Hatice Efsun Arda is a Turkish developmental and systems biologist researching cell lineages that give rise to human pancreas using single cell sequencing. She is a Stadtman principal investigator and head of the developmental genomics group at the National Cancer Institute.

== Early life and education ==
Hatice Efsun Arda spent time with her mother, a nurse practitioner, at a hospital and in clinical laboratories. This early exposure encouraged her to study biology and medicine. Arda completed a B.S. in molecular biology and genetics at Boğaziçi University.

Arda obtained a Ph.D. in systems biology from the University of Massachusetts Medical School. During her doctorate training in the laboratory of Marian Walhout, she studied gene regulatory networks that pertain to the metabolism of the model organism, C. elegans. She uncovered a set of metabolic genes that are sensitive to the nutrient content of C. elegans bacterial diet.

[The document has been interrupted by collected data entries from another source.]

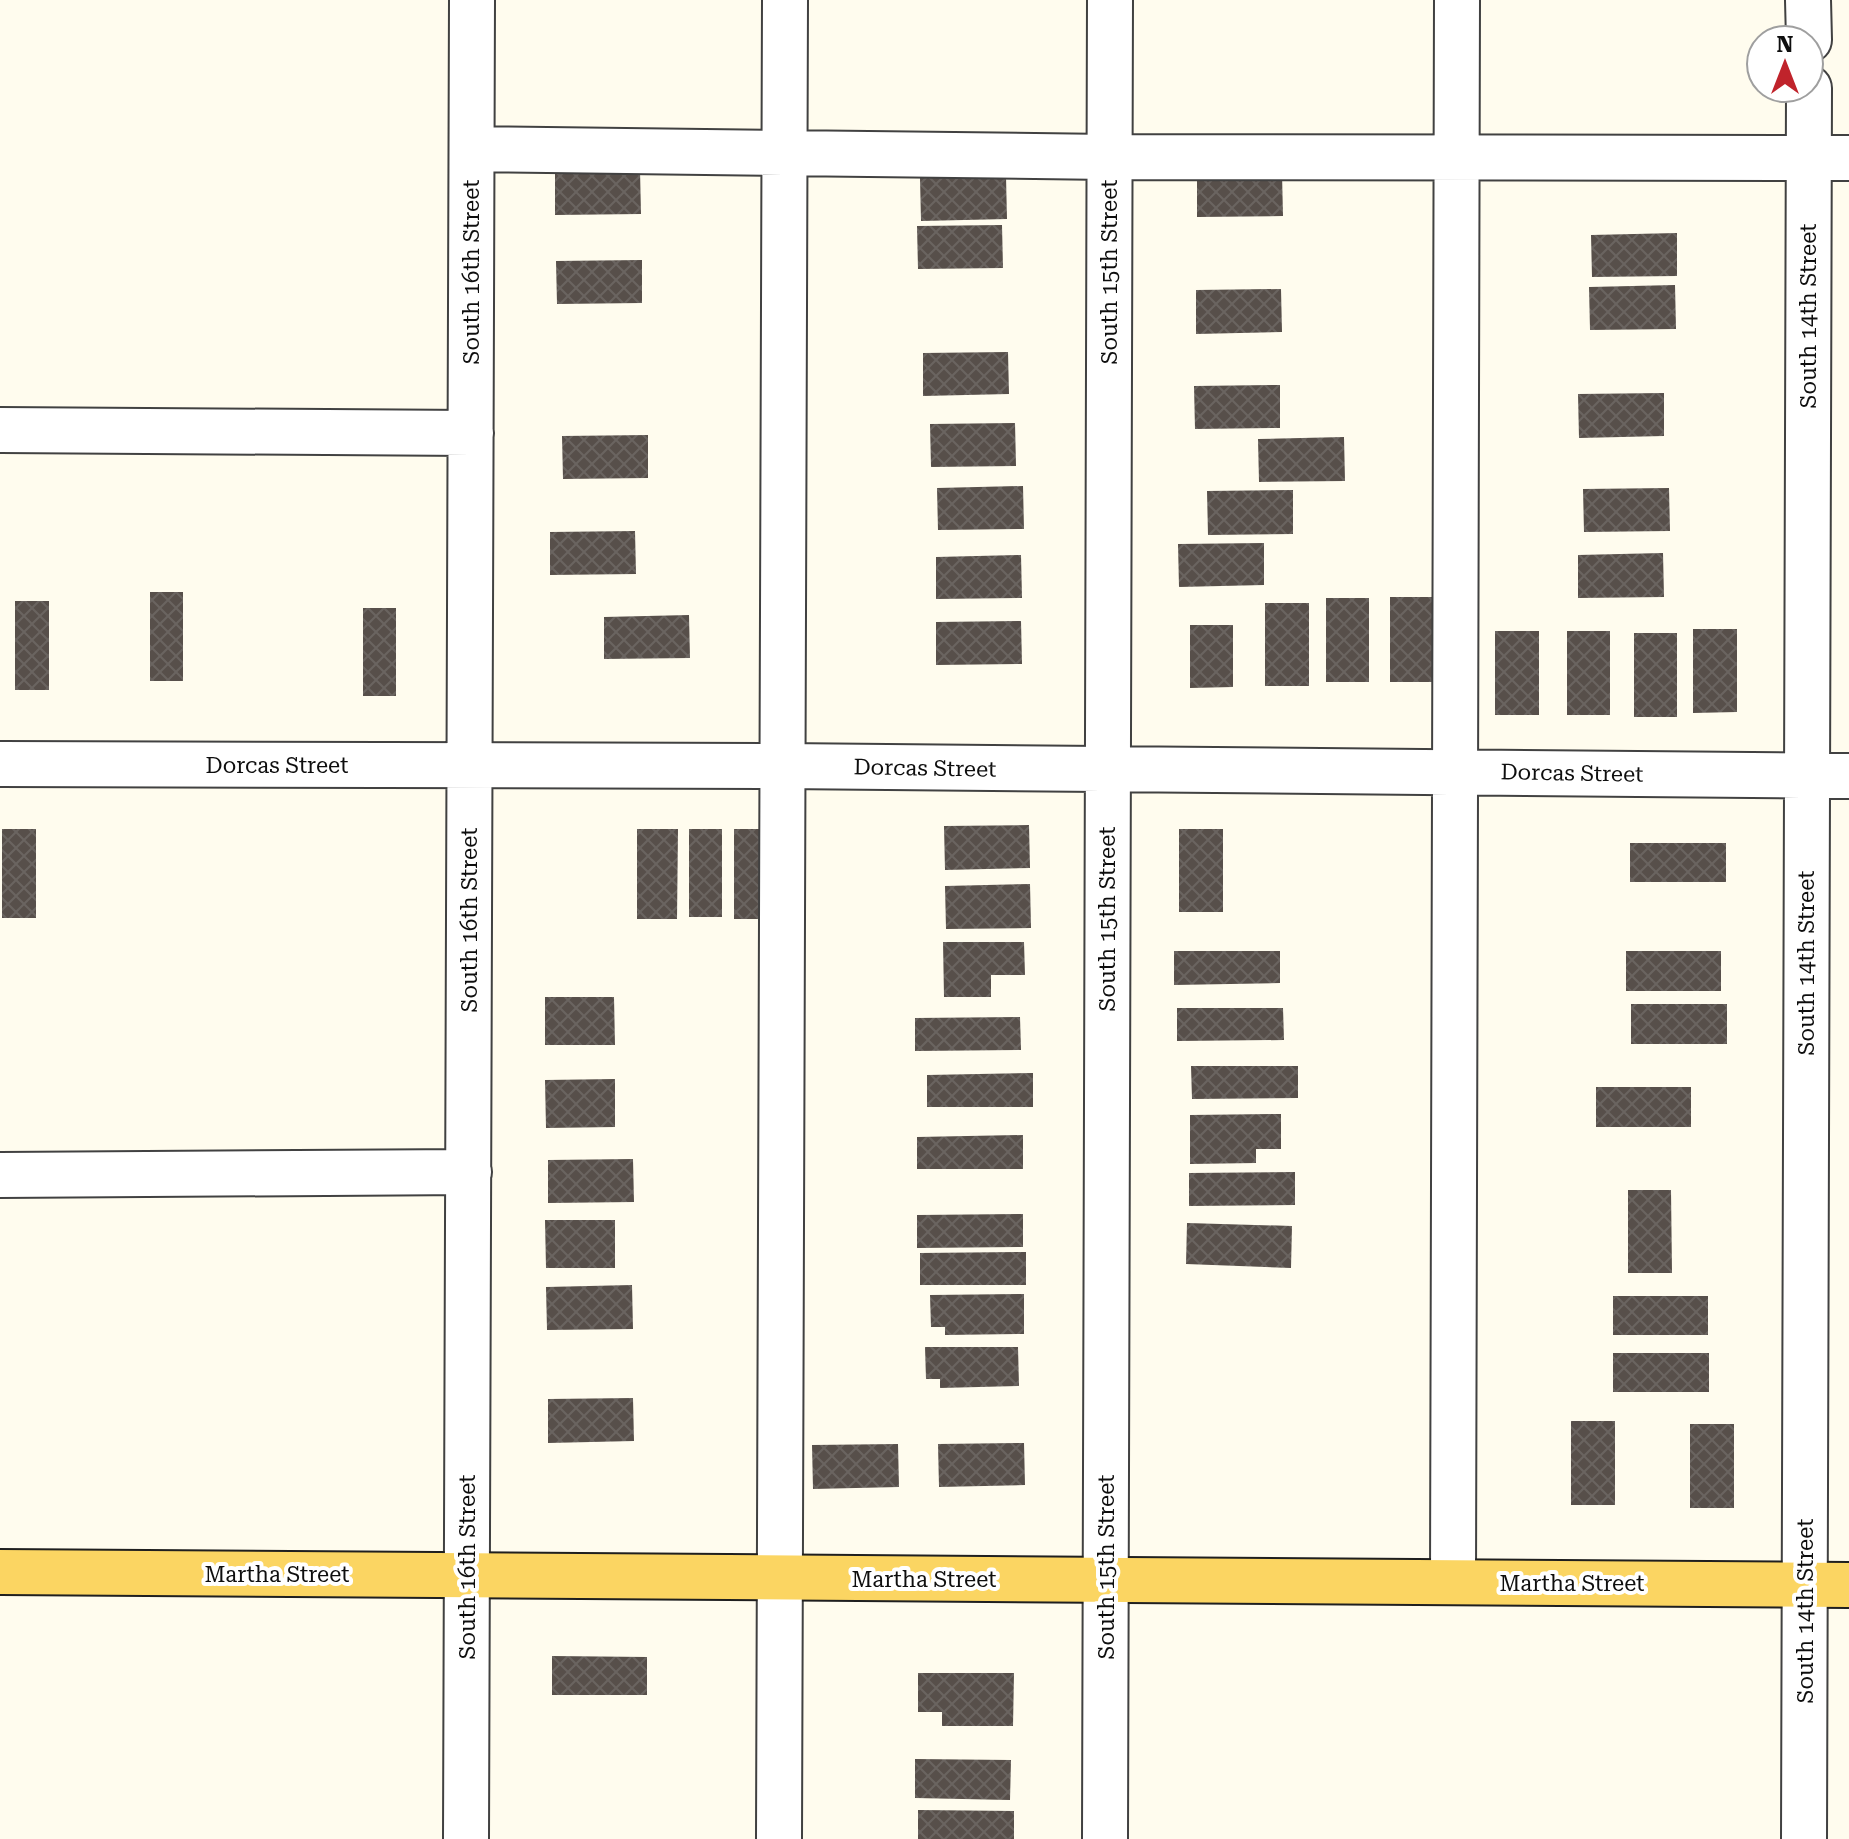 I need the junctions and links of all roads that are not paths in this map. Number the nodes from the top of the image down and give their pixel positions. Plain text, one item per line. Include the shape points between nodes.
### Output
1 (472, 0) edge
2 (785, 0) edge
3 (1110, 0) edge
4 (1457, 0) edge
5 (1808, 0) edge
6 (1809, 24) edge
7 (1814, 104) edge
8 (472, 149) junction
9 (785, 155) junction
10 (1457, 156) junction
11 (1109, 157) junction
12 (1829, 158) edge
13 (0, 430) edge
14 (471, 433) junction
15 (0, 764) edge
16 (470, 766) junction
17 (783, 766) junction
18 (1107, 771) junction
19 (1458, 772) junction
20 (1806, 776) junction
21 (1849, 776) edge
22 (469, 1172) junction
23 (0, 1175) edge
24 (0, 1572) edge
25 (467, 1576) junction
26 (780, 1578) junction
27 (1106, 1580) junction
28 (1453, 1582) junction
29 (1805, 1585) junction
30 (1849, 1585) edge
31 (466, 1839) edge
32 (779, 1839) edge
33 (1105, 1839) edge
34 (1804, 1839) edge

1 - 8 street, South 16th Street
2 - 9 street
3 - 11 street, South 15th Street
4 - 10 street
5 - 6 street
7 - 12 street, South 14th Street
8 - 9 street
8 - 14 street, South 16th Street
9 - 11 street
9 - 17 street
10 - 11 street
10 - 12 street
10 - 19 street
11 - 18 street, South 15th Street
12 - 20 street, South 14th Street
13 - 14 street
14 - 16 street, South 16th Street
15 - 16 street, Dorcas Street
16 - 17 street, Dorcas Street
16 - 22 street, South 16th Street
17 - 18 street, Dorcas Street
17 - 26 street
18 - 19 street, Dorcas Street
18 - 27 street, South 15th Street
19 - 20 street, Dorcas Street
19 - 28 street
20 - 21 street, Dorcas Street
20 - 29 street, South 14th Street
22 - 23 street
22 - 25 street, South 16th Street
24 - 25 main road, Martha Street
25 - 26 main road, Martha Street
25 - 31 street, South 16th Street
26 - 27 main road, Martha Street
26 - 32 street
27 - 28 main road, Martha Street
27 - 33 street, South 15th Street
28 - 29 main road, Martha Street
29 - 30 main road, Martha Street
29 - 34 street, South 14th Street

=== Postdoctoral research ===
Interested in gene regulatory networks and developmental biology, Arda joined the laboratory of Seung K. Kim at Stanford University for her postdoctoral training. As a JDRF fellow, she developed cell sorting methods to purify primary pancreatic cells from children and adults, and used RNA sequencing to reveal hundreds of genes that are differentially regulated during the first 10 years of human lifespan, several of which are linked by association studies to diabetes risk. To understand how pancreatic cell type-specific gene expression programs are controlled at the genomic level, she then combined cell sorting with genomic techniques, like ATAC-Seq to delineate the regulatory chromatin landscape of human pancreatic cell types. This work revealed thousands of putative enhancer regions that explain cell type-specific gene expression in the human pancreas.

In 2016, Arda's research showed that the beta cells in the human pancreas continue their maturation after birth. Arda and colleagues examined the gene expression and chromatin profiles of pancreas cells isolated from children and adults and found specific gene-expression programs that are turned on after the age of 10. The study was the first to demonstrate these differences at a global level, and the team uncovered new factors potentially mediating this process.

To investigate genomic regulation, Arda continued to research the DNA elements that control pancreas-cell specification, identity, and function. Arda and co-authors and generated an atlas of genomic elements specific to the main cell types in the human pancreas. She identified unique regions in our genomes that control cell-type-specific gene expression in human pancreas cells. These regions also turned out to harbor more disease-risk variants associated with diabetes or pancreas cancer than other parts of the human genome.

== Career and research ==
Arda joined the National Institutes of Health in 2017 as a Stadtman principal investigator in the laboratory of receptor biology and gene expression at the National Cancer Institute. She is head of the developmental genomics group.

Arda's laboratory aims to delineate the gene regulatory networks that control the development, expansion and function of human pancreatic cells. Her research group combines genomic approaches with use of primary human cells, stem cell and genome-editing technologies to build maps of regulatory genomes governing the establishment and growth of human pancreatic cell lineages. Arda characterizes the cell lineages that give rise to human pancreas using single cell sequencing.